Condor-PVM

Condor-PVM

Condor has a PVM submit Universe which allows the user to submit PVM jobs to the Condor pool.

The PVM Universe

Note that Condor-PVM is an optional Condor module. To check and see if it has been installed at your site, enter the following command:

%  ls -l `condor_config_val PVMD`
(notice the use of backticks in the above command). If this shows the file "condor_pvmd" on your system, Condor-PVM is installed. If not, ask your site administrator to download Condor-PVM from the condor contrib area at http://www.cs.wisc.edu/condor/downloads and install it.

We have created an example PVM program "mandelbrot" for you. This program computes and draws a mandelbrot graph on the screen line by line. The program fits in the "Master-Worker Paradigm" well.

The master program first creates the workers. It then sends a block of lines to be computed to each worker. When a result comes back from a worker, the master draws the lines on the screen. The master then sends another block of lines to this worker to compute. A worker program simply waits for the lines sent by the master, does the computation, and then sends the results back to the master.

Preliminary: Please change to the example directory by typing:
%  cd ~/workbook/pvm/mandelbrot

We have created the executable file "master" and "worker" for you. The submit-description file is "submit_pvm". Let us take a look at the submit file first.

##############################################
# PVM submit file for drawing mandelbrot graph
##############################################

# submit to PVM universe
universe = PVM

# the executable name of the master pvm program is "master"
# the program "worker" will be spawned during the execution of "master"
executable = master

#arguments: number_of_works  number_of_lines_sent_to_a_worker display
arguments = 2 10 :0.0

# Let file "out" be the stdout
output = out_master

# Let file "err" be the stderr
error = err_master

# machine_count = max..min
machine_count = 2..2

queue

Note that "universe = PVM" tells condor that this job should be submitted to the PVM universe.

The line "machine_count = 2..2" tells condor not to start this program if the number of machines in architecture class 0 is less than 2. It also tell Condor that the maximum number of machines the program needs in class 0 is 2.
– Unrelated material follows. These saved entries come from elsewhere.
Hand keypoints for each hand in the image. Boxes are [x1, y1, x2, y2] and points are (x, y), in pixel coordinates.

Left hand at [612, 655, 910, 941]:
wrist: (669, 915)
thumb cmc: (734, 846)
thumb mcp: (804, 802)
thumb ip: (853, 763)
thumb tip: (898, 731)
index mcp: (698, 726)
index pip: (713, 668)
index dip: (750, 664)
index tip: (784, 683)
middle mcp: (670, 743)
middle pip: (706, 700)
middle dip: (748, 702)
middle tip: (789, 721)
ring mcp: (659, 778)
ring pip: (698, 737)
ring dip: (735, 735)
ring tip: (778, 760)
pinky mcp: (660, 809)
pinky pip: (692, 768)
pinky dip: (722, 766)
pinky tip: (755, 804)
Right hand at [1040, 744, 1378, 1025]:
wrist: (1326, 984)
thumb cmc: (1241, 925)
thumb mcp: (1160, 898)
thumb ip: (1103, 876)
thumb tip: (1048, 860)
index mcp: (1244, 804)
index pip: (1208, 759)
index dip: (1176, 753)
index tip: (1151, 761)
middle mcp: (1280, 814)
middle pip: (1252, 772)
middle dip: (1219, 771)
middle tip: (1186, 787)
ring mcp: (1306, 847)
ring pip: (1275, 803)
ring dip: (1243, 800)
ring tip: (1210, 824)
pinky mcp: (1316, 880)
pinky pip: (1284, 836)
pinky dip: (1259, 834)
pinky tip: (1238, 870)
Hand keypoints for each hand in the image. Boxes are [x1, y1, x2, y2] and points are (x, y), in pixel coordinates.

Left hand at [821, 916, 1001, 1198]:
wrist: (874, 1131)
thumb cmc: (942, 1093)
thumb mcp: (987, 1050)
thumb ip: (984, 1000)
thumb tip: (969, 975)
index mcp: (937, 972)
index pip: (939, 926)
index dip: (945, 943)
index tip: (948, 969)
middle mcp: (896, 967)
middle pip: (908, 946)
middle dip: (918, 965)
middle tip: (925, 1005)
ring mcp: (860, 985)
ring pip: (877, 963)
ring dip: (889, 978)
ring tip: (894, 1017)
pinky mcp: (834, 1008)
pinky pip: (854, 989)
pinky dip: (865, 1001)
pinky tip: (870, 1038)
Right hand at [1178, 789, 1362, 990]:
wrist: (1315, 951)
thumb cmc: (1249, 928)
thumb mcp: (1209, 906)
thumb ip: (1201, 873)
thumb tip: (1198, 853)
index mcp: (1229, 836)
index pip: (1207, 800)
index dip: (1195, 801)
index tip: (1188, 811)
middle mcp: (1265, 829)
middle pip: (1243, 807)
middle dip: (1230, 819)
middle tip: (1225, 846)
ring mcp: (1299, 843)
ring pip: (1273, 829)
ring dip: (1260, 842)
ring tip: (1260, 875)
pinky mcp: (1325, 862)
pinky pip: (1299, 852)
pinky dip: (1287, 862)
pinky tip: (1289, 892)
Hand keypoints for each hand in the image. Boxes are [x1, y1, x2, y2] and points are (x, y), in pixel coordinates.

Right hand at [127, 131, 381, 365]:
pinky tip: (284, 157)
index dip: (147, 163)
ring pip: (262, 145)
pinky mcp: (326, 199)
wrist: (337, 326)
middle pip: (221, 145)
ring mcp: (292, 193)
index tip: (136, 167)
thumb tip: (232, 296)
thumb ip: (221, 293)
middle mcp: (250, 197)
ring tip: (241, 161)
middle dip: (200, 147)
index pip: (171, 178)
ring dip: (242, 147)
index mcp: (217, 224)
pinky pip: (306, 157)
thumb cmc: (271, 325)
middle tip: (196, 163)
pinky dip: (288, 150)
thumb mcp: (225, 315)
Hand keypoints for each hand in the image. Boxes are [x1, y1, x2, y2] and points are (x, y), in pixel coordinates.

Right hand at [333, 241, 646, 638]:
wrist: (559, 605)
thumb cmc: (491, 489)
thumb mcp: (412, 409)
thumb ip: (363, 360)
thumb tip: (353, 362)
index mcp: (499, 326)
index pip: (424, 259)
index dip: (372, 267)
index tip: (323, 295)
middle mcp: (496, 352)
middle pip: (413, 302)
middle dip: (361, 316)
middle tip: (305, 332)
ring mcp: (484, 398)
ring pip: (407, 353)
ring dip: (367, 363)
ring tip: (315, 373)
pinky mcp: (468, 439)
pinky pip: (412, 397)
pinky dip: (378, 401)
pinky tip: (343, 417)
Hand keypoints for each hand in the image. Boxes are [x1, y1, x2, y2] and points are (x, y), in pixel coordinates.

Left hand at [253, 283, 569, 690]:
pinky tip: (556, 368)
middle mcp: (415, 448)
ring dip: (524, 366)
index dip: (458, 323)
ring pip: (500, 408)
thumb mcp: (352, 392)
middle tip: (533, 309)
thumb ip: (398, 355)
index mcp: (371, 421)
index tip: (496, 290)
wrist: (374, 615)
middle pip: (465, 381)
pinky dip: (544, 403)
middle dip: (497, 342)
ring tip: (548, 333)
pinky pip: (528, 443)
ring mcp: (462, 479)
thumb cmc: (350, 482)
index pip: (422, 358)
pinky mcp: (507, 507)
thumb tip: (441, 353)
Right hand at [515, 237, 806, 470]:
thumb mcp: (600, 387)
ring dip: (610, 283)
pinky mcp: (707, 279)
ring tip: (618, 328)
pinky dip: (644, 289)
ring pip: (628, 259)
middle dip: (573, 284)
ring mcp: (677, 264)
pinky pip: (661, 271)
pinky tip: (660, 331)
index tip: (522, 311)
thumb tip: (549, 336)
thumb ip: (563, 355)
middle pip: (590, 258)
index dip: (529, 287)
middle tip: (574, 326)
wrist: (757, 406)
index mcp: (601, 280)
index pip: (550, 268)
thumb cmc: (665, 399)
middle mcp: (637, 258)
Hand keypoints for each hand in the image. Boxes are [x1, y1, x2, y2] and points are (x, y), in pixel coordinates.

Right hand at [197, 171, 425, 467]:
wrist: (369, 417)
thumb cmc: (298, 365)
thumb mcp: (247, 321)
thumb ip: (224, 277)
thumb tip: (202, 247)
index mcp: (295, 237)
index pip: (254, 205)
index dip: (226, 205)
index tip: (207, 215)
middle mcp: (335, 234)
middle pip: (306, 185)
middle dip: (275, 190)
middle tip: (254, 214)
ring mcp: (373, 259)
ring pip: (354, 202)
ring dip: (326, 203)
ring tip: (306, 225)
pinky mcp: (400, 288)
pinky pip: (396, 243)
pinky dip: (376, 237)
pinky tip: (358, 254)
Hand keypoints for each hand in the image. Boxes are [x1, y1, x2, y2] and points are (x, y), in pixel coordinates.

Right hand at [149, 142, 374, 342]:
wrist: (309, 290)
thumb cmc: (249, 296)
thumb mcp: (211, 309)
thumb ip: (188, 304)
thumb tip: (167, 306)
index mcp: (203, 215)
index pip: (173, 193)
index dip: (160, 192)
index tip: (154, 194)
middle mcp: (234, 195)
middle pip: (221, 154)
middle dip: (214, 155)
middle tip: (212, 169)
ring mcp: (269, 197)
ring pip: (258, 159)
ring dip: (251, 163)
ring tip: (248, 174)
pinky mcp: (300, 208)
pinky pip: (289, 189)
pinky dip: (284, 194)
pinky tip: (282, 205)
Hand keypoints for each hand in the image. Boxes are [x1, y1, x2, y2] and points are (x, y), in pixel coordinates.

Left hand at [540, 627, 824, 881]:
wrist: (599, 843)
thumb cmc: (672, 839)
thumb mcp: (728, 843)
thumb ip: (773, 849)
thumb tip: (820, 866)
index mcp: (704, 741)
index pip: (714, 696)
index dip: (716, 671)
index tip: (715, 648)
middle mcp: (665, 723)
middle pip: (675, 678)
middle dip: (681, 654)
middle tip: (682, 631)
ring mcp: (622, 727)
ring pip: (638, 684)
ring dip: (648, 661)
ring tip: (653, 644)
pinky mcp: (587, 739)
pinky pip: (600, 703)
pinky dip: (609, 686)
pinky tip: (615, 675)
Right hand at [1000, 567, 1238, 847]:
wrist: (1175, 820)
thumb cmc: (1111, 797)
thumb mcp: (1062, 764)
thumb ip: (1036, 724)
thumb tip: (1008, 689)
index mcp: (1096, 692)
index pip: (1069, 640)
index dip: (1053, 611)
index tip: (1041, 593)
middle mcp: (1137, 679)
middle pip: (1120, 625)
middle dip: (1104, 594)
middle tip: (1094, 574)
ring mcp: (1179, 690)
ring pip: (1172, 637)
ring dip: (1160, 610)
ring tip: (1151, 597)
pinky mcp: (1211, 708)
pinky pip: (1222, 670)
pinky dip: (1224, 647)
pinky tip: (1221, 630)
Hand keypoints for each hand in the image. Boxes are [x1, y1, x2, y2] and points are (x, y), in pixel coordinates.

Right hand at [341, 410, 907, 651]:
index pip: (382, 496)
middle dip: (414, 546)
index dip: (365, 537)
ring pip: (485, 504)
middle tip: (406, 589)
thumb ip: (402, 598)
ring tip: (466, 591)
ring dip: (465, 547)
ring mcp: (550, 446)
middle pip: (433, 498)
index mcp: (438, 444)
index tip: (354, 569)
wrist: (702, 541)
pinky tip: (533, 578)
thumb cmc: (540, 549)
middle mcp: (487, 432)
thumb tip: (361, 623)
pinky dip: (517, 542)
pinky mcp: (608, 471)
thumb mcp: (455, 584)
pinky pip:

Now, let's submit this program to Condor by typing:

%  condor_submit submit_pvm

In this run, the master requires one worker. We can look at the output file "out_master" to see the configuration of the PVM virtual machine, and the activity of the master. Type

% cat out_master
to view the contents of file out_master. The file "work_stdout" displays the stdout of the worker program.

You can shrink and enlarge the display box by typing "e" and "s". To zoom in a certain region, just "press and drag" the left mouse button. To quit, type "q".

Now lets change the arguments to the master program to require more workers, say 4. We need the following changes in submit_pvm:

arguments = 4 10 :0.0
If we submit the program again. by
%  condor_submit submit_pvm
By examining the file "out_master", we see that the program starts with 2 remote machines. The master will request 2 other remote machines to be added to PVM, before it spawns off the two workers.

Now let's set the "min" and "max" field of machine_count to 4 and re-submit the program. By examining "out_master", we see when the master program starts, there are already four remote machines.